Exercise details: Select from the data all lines with the word "Camille".

Data for processing:

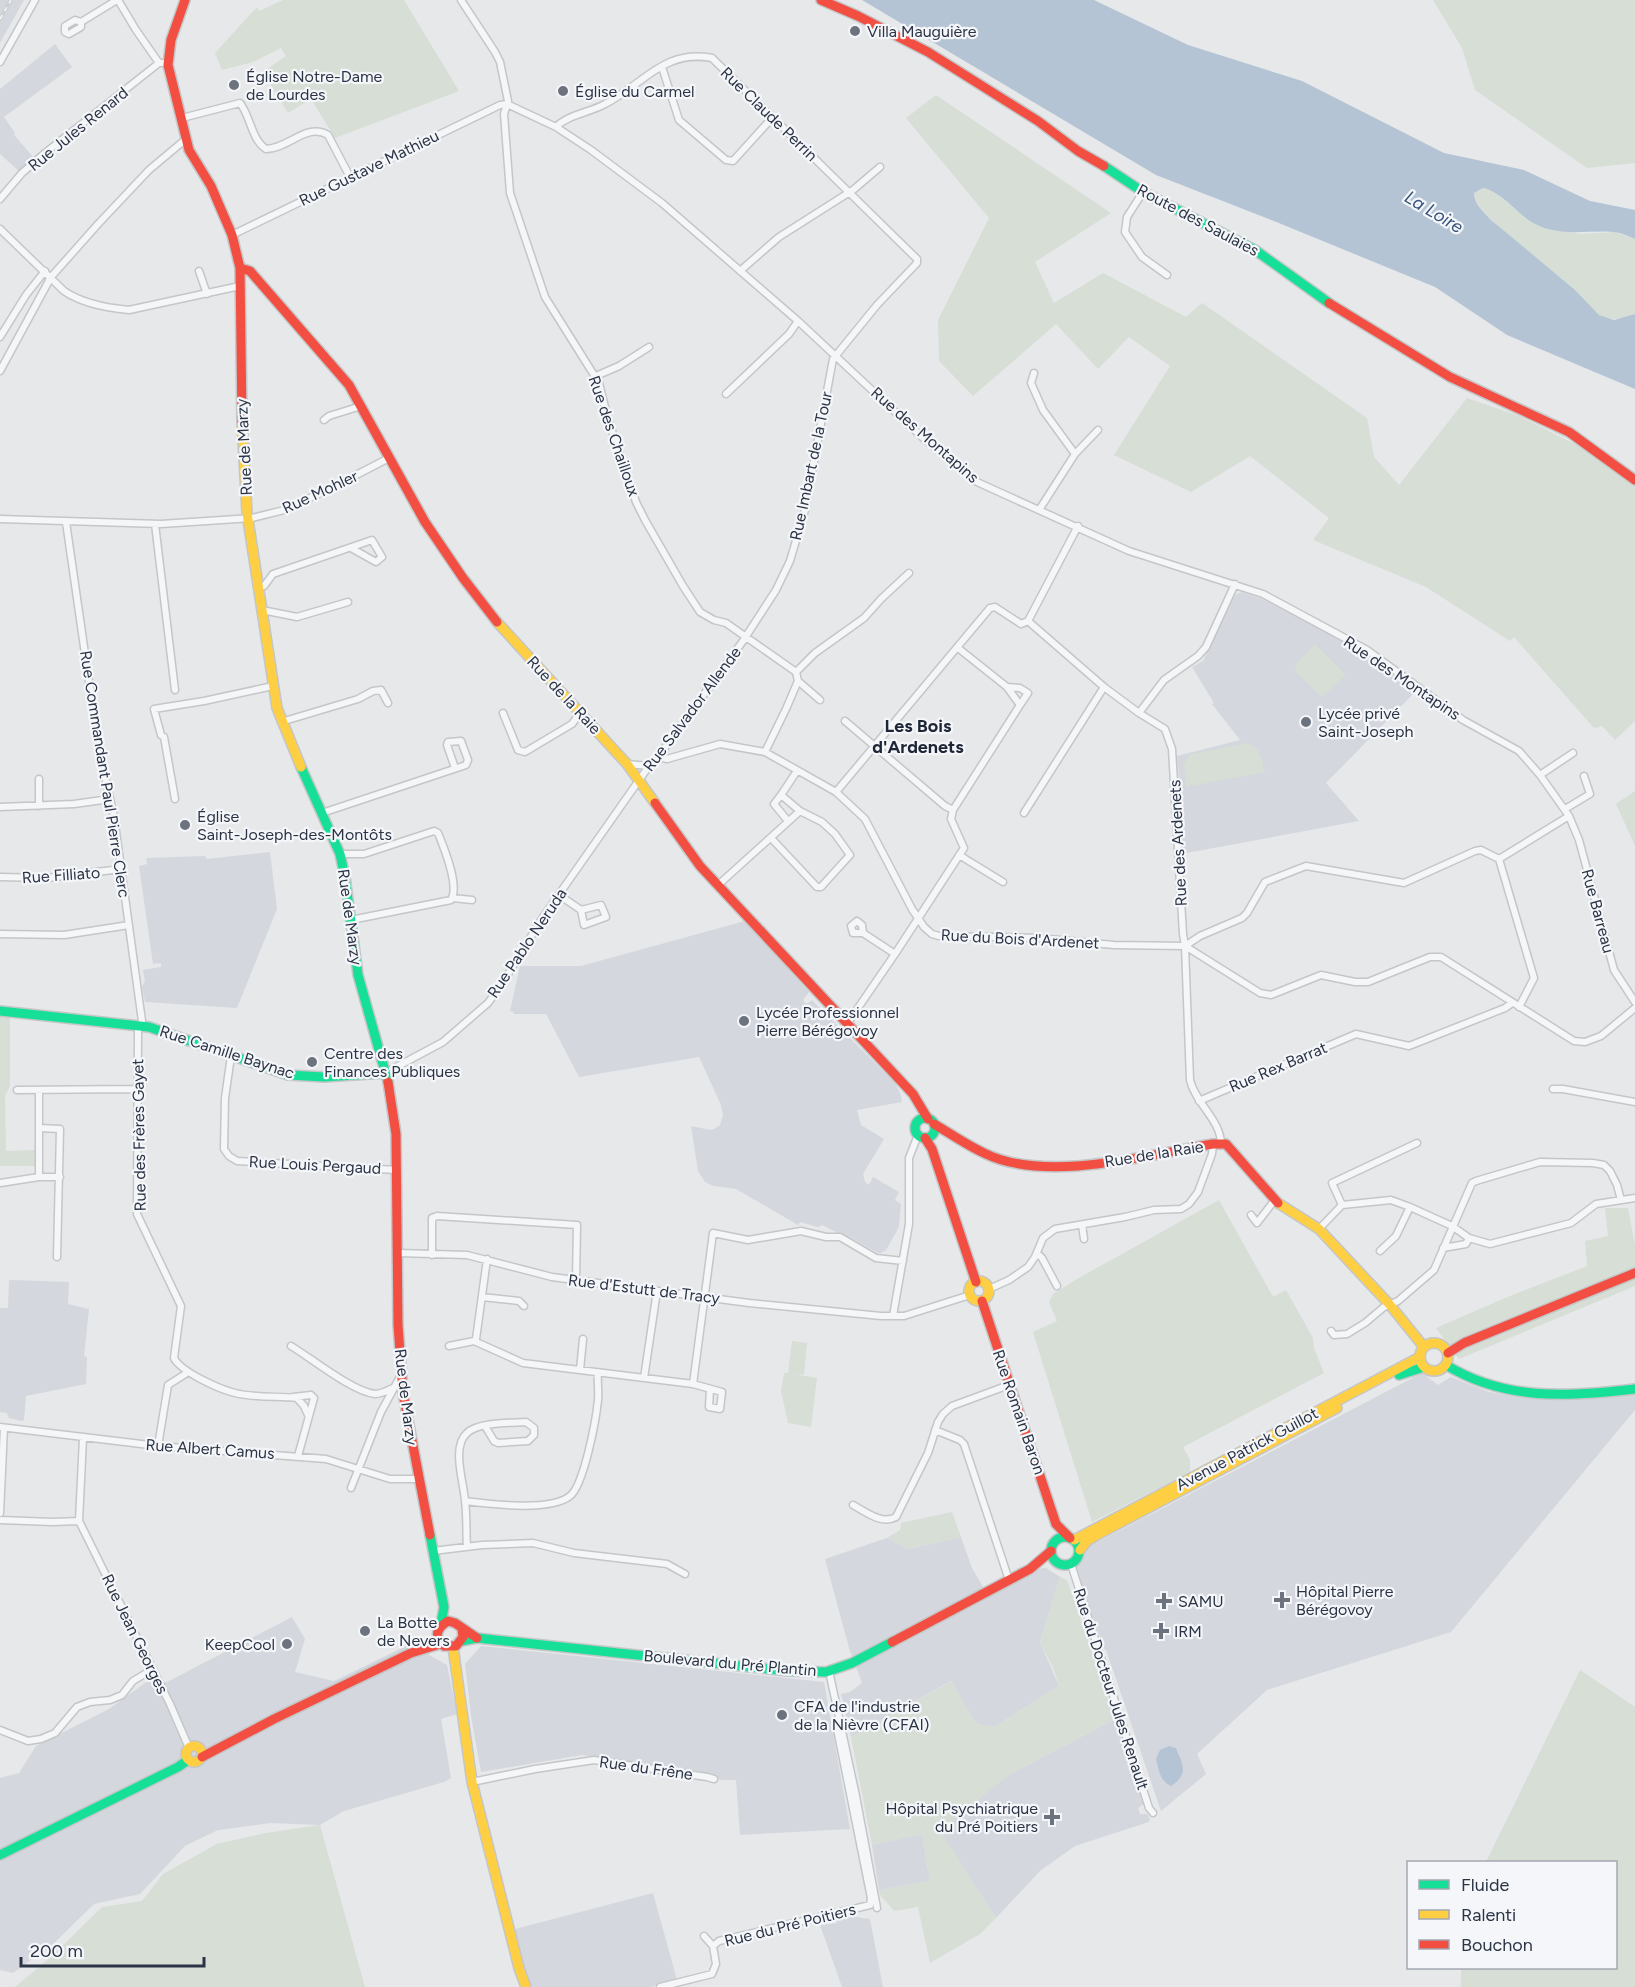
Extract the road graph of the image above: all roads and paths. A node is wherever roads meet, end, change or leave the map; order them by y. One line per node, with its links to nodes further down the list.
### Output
1 (34, 0): 7 (street)
2 (118, 0): 6 (street); 8 (street)
3 (185, 0): 8 (street)
4 (461, 0): 10 (street)
5 (821, 0): 18 (street, Route des Saulaies)
6 (81, 22)
7 (0, 62)
8 (163, 63): 11 (street, Rue de Marzy); 19 (street, Rue Jules Renard)
9 (662, 67): 12 (street, Rue Claude Perrin); 12 (street); 13 (street, Rue Claude Perrin)
10 (507, 104): 13 (street, Rue des Montapins); 16 (street, Rue Gustave Mathieu); 36 (street, Rue des Chailloux)
11 (182, 118): 14 (street, Rue de Marzy); 16 (street)
12 (772, 118): 17 (street, Rue Claude Perrin)
13 (556, 127): 25 (street, Rue des Montapins)
14 (186, 139): 21 (street, Rue de Marzy); 27 (street)
15 (880, 167): 17 (street)
16 (350, 177): 21 (street, Rue Gustave Mathieu)
17 (849, 192): 25 (street); 33 (street, Rue Claude Perrin)
18 (1143, 192): 26 (street); 43 (street, Route des Saulaies)
19 (0, 199)
20 (0, 229): 23 (street)
21 (232, 235): 22 (street, Rue de Marzy)
22 (240, 268): 28 (street, Rue de Marzy); 38 (street, Rue de la Raie)
23 (45, 271): 27 (street); 31 (street)
24 (200, 271): 29 (street)
25 (740, 271): 30 (street, Rue des Montapins)
26 (1167, 275)
27 (51, 277): 29 (street); 34 (street)
28 (240, 286): 29 (street); 46 (street, Rue de Marzy)
29 (207, 294)
30 (798, 321): 33 (street, Rue des Montapins); 37 (street)
31 (0, 337)
32 (649, 347): 36 (street)
33 (836, 355): 44 (street, Rue des Montapins); 57 (street, Rue Imbart de la Tour)
34 (0, 371)
35 (1034, 373): 41 (street)
36 (596, 376): 57 (street, Rue des Chailloux)
37 (726, 394)
38 (361, 405): 39 (street); 42 (street, Rue de la Raie)
39 (324, 420)
40 (1098, 430): 41 (street)
41 (1075, 454): 44 (street)
42 (389, 458): 46 (street, Rue Mohler); 69 (street, Rue de la Raie)
43 (1635, 480)
44 (1039, 510): 49 (street, Rue des Montapins)
45 (0, 519): 47 (street, Rue Mohler)
46 (248, 519): 48 (street, Rue Mohler); 53 (street, Rue de Marzy)
47 (66, 522): 48 (street, Rue Mohler); 87 (street, Rue Commandant Paul Pierre Clerc)
48 (155, 524): 64 (street)
49 (1078, 526): 52 (street, Rue des Montapins); 56 (street)
50 (351, 548): 50 (street); 53 (street)
51 (909, 573): 59 (street)
52 (1235, 584): 70 (street); 81 (street, Rue des Montapins)
53 (258, 588): 55 (street, Rue de Marzy)
54 (348, 602): 55 (street)
55 (262, 610): 61 (street, Rue de Marzy)
56 (1028, 621): 58 (street); 63 (street, Rue des Ardenets)
57 (746, 637): 59 (street, Rue des Chailloux); 76 (street, Rue Salvador Allende)
58 (958, 648): 62 (street); 73 (street)
59 (796, 672): 60 (street)
60 (798, 681): 65 (street); 74 (street)
61 (273, 686): 72 (street, Rue de Marzy); 88 (street)
62 (1007, 687): 67 (street); 67 (street)
63 (1104, 687): 70 (street, Rue des Ardenets); 95 (street)
64 (176, 690)
65 (820, 700)
66 (388, 703): 72 (street)
67 (1020, 705): 92 (street)
68 (503, 713): 69 (street)
69 (580, 713): 77 (street, Rue de la Raie)
70 (1139, 713): 115 (street, Rue des Ardenets)
71 (845, 721): 73 (street)
72 (281, 722): 94 (street, Rue de Marzy)
73 (875, 747): 85 (street); 92 (street)
74 (765, 752): 76 (street, Rue du Bois d'Ardenet); 80 (street, Rue du Bois d'Ardenet)
75 (1573, 753): 81 (street)
76 (658, 757): 78 (street, Rue Salvador Allende)
77 (627, 765): 78 (street); 84 (street, Rue de la Raie)
78 (649, 766): 84 (street, Rue Salvador Allende)
79 (455, 768): 79 (street); 94 (street)
80 (797, 771): 85 (street, Rue du Bois d'Ardenet); 86 (street)
81 (1540, 775): 91 (street, Rue des Montapins)
82 (1584, 776): 91 (street)
83 (39, 778): 89 (street)
84 (639, 781): 105 (street, Rue de la Raie); 106 (street, Rue Pablo Neruda)
85 (836, 792): 110 (street, Rue du Bois d'Ardenet)
86 (782, 795): 93 (street); 97 (street)
87 (110, 799): 89 (street); 102 (street, Rue Commandant Paul Pierre Clerc)
88 (175, 799)
89 (39, 806): 90 (street)
90 (0, 807)
91 (1565, 809): 96 (street, Rue des Montapins)
92 (953, 810): 100 (street)
93 (800, 811): 97 (street); 98 (street)
94 (322, 813): 99 (street, Rue de Marzy)
95 (1024, 813)
96 (1569, 816): 101 (street); 117 (street, Rue Barreau)
97 (788, 822): 98 (street)
98 (771, 838): 105 (street)
99 (340, 854): 107 (street); 111 (street, Rue de Marzy)
100 (959, 855): 104 (street); 110 (street)
101 (1499, 859): 115 (street); 119 (street)
102 (121, 869): 103 (street, Rue Filliato); 112 (street, Rue Commandant Paul Pierre Clerc)
103 (0, 877)
104 (1003, 882)
105 (717, 886): 122 (street, Rue de la Raie)
106 (559, 895): 109 (street); 125 (street, Rue Pablo Neruda)
107 (453, 898): 108 (street); 111 (street)
108 (472, 900)
109 (581, 910)
110 (919, 917): 115 (street, Rue du Bois d'Ardenet); 116 (street)
111 (351, 920): 125 (street, Rue de Marzy)
112 (129, 925): 114 (street); 123 (street, Rue Commandant Paul Pierre Clerc)
113 (863, 933): 116 (street)
114 (0, 934)
115 (1185, 946): 118 (street); 130 (street, Rue des Ardenets)
116 (895, 954): 122 (street)
117 (1635, 1002)
118 (1512, 1003): 119 (street); 130 (street, Rue Rex Barrat)
119 (1519, 1007): 120 (street)
120 (1635, 1008)
121 (0, 1011): 123 (street, Rue Camille Baynac)
122 (847, 1024): 133 (street, Rue de la Raie)
123 (140, 1025): 124 (street, Rue Camille Baynac); 126 (street, Rue des Frères Gayet)
124 (231, 1056): 125 (street, Rue Camille Baynac); 138 (street, Rue Louis Pergaud)
125 (385, 1072): 138 (street, Rue de Marzy)
126 (137, 1089): 129 (street); 184 (street, Rue des Frères Gayet)
127 (1553, 1089): 131 (street)
128 (17, 1090): 129 (street)
129 (39, 1090): 132 (street)
130 (1199, 1101): 136 (street, Rue des Ardenets)
131 (1633, 1101)
132 (39, 1128): 139 (street); 140 (street)
133 (927, 1129): 134 (street); 137 (street, Rue de la Raie); 160 (street)
134 (947, 1131): 136 (street, Rue de la Raie); 137 (street)
135 (1417, 1143): 145 (street)
136 (1217, 1144): 144 (street, Rue de la Raie); 148 (street)
137 (932, 1149): 163 (street)
138 (396, 1170): 155 (street, Rue de Marzy)
139 (60, 1176): 140 (street); 158 (street)
140 (39, 1177): 141 (street)
141 (0, 1183)
142 (1635, 1198): 143 (street)
143 (1622, 1200): 149 (street); 151 (street)
144 (1274, 1201): 147 (street); 150 (street, Rue de la Raie)
145 (1342, 1205): 146 (street); 150 (street)
146 (1410, 1207): 149 (street); 154 (street)
147 (1251, 1215)
148 (1082, 1225): 152 (street); 156 (street)
149 (1452, 1226): 151 (street); 153 (street)
150 (1319, 1229): 171 (street, Rue de la Raie)
151 (1469, 1238): 153 (street)
152 (1084, 1239)
153 (1443, 1248): 171 (street)
154 (1380, 1251)
155 (398, 1253): 157 (street, Rue d'Estutt de Tracy); 186 (street, Rue de Marzy)
156 (1037, 1253): 164 (street); 165 (street)
157 (432, 1255): 159 (street, Rue d'Estutt de Tracy); 162 (street)
158 (57, 1257)
159 (487, 1259): 162 (street, Rue d'Estutt de Tracy); 169 (street)
160 (903, 1261): 168 (street); 173 (street)
161 (1635, 1273): 180 (street)
162 (576, 1280): 166 (street, Rue d'Estutt de Tracy)
163 (976, 1282): 165 (street); 167 (street)
164 (1058, 1286)
165 (989, 1289): 170 (street)
166 (657, 1291): 168 (street, Rue d'Estutt de Tracy); 187 (street)
167 (970, 1295): 170 (street); 173 (street)
168 (706, 1296): 173 (street, Rue d'Estutt de Tracy); 188 (street)
169 (482, 1297): 172 (street); 176 (street)
170 (982, 1301): 189 (street, Rue Romain Baron)
171 (1389, 1305): 174 (street); 179 (street, Rue de la Raie)
172 (524, 1306)
173 (896, 1317)
174 (1331, 1331)
175 (583, 1339): 183 (street)
176 (474, 1341): 178 (street); 183 (street)
177 (291, 1346): 193 (street)
178 (449, 1346)
179 (1424, 1347): 180 (street); 181 (street)
180 (1446, 1350): 182 (street)
181 (1422, 1362): 182 (street); 213 (street, Avenue Patrick Guillot); 216 (street, Avenue Patrick Guillot)
182 (1446, 1365): 192 (street)
183 (580, 1370): 185 (street)
184 (188, 1372): 194 (street); 201 (street)
185 (598, 1373): 187 (street); 207 (street)
186 (401, 1375): 190 (street); 205 (street, Rue de Marzy)
187 (644, 1378): 188 (street)
188 (693, 1384): 191 (street)
189 (1009, 1385): 199 (street); 212 (street, Rue Romain Baron)
190 (393, 1388): 193 (street); 195 (street)
191 (710, 1389)
192 (1635, 1389)
193 (380, 1394): 195 (street)
194 (292, 1398): 196 (street); 196 (street)
195 (387, 1400): 203 (street)
196 (308, 1415): 202 (street)
197 (485, 1426): 197 (street); 207 (street)
198 (2, 1427): 200 (street, Rue Albert Camus); 204 (street)
199 (935, 1430): 208 (street); 222 (street)
200 (83, 1438): 201 (street, Rue Albert Camus); 211 (street)
201 (158, 1446): 202 (street, Rue Albert Camus)
202 (298, 1456): 203 (street, Rue Albert Camus)
203 (357, 1469): 205 (street, Rue Albert Camus); 206 (street)
204 (1, 1476): 209 (street)
205 (418, 1479): 217 (street, Rue de Marzy)
206 (351, 1488)
207 (465, 1501): 214 (street)
208 (853, 1505)
209 (0, 1513)
210 (0, 1520): 211 (street)
211 (79, 1521): 232 (street, Rue Jean Georges)
212 (1056, 1524): 213 (street, Rue Romain Baron); 215 (street, Rue Romain Baron)
213 (1072, 1539): 215 (street); 216 (street)
214 (467, 1547): 217 (street); 221 (street)
215 (1052, 1547): 218 (street); 220 (street, Boulevard du Pré Plantin)
216 (1080, 1550): 219 (street)
217 (433, 1551): 223 (street, Rue de Marzy)
218 (1059, 1564): 219 (street); 220 (street, Boulevard du Pré Plantin)
219 (1071, 1564): 241 (street, Rue du Docteur Jules Renault)
220 (1030, 1569): 222 (street, Boulevard du Pré Plantin)
221 (685, 1574)
222 (1009, 1580): 233 (street, Boulevard du Pré Plantin)
223 (444, 1607): 224 (street, Rue de Marzy); 225 (street, Rue de Marzy)
224 (452, 1621): 225 (street); 226 (street)
225 (441, 1624): 227 (street)
226 (462, 1629): 228 (street, Boulevard du Pré Plantin); 230 (street)
227 (436, 1634): 229 (street); 231 (street)
228 (477, 1638): 230 (street, Boulevard du Pré Plantin); 233 (street, Boulevard du Pré Plantin)
229 (440, 1644): 230 (street); 231 (street)
230 (457, 1644): 240 (street)
231 (411, 1653): 237 (street)
232 (153, 1670): 235 (street); 236 (street, Rue Jean Georges)
233 (829, 1671): 234 (street, Rue du Pré Poitiers)
234 (838, 1721): 243 (street, Rue du Pré Poitiers); 243 (street, Rue du Pré Poitiers)
235 (0, 1730)
236 (189, 1748): 237 (street); 238 (street)
237 (201, 1752): 238 (street)
238 (188, 1760): 242 (street)
239 (714, 1779): 240 (street, Rue du Frêne)
240 (472, 1782): 246 (street)
241 (1153, 1813)
242 (0, 1855)
243 (870, 1905): 245 (street, Rue du Pré Poitiers)
244 (704, 1936): 245 (street)
245 (713, 1946): 247 (street, Rue du Pré Poitiers)
246 (526, 1985)
247 (660, 1987)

Task output:
121 (0, 1011): 123 (street, Rue Camille Baynac)
123 (140, 1025): 124 (street, Rue Camille Baynac); 126 (street, Rue des Frères Gayet)
124 (231, 1056): 125 (street, Rue Camille Baynac); 138 (street, Rue Louis Pergaud)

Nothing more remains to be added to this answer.